Where a line of the material contains the string "down", copy that line.

# Data for this task
== Segment start ==
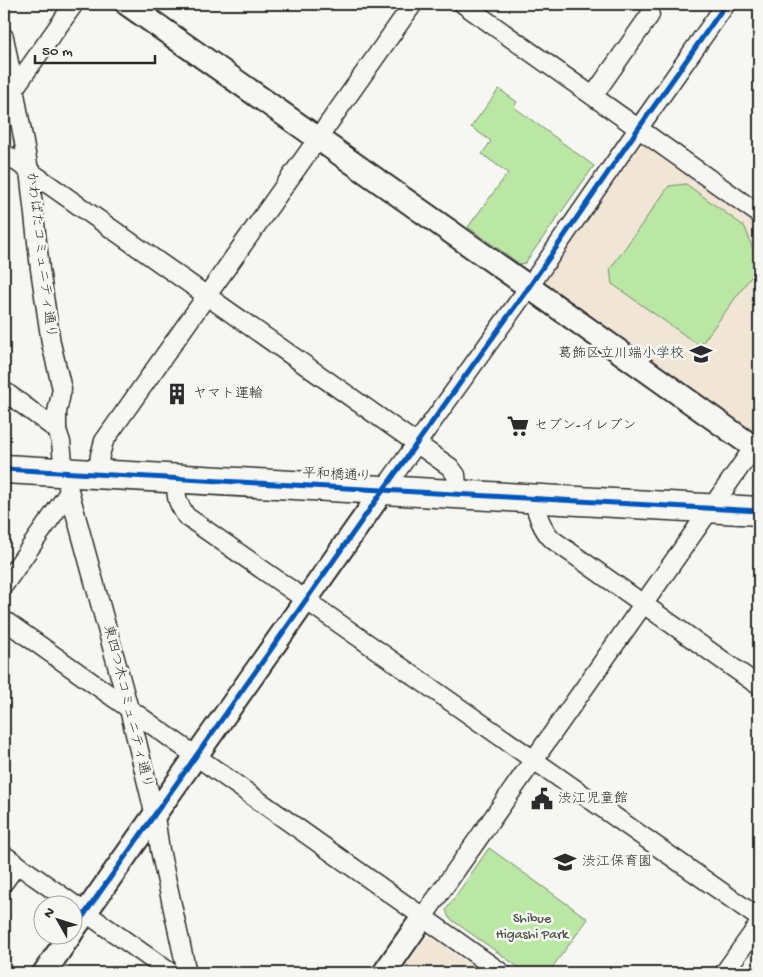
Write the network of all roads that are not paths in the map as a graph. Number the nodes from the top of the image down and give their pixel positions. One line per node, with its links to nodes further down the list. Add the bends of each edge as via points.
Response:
== Segment end ==
== Segment start ==
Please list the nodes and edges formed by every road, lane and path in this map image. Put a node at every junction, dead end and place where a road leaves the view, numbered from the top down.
== Segment end ==
# Result
Write the network of all roads that are not paths in the map as a graph. Number the nodes from the top of the image down and give their pixel positions. One line per node, with its links to nodes further down the list. Add the bends of each edge as via points.
Please list the nodes and edges formed by every road, lane and path in this map image. Put a node at every junction, dead end and place where a road leaves the view, numbered from the top down.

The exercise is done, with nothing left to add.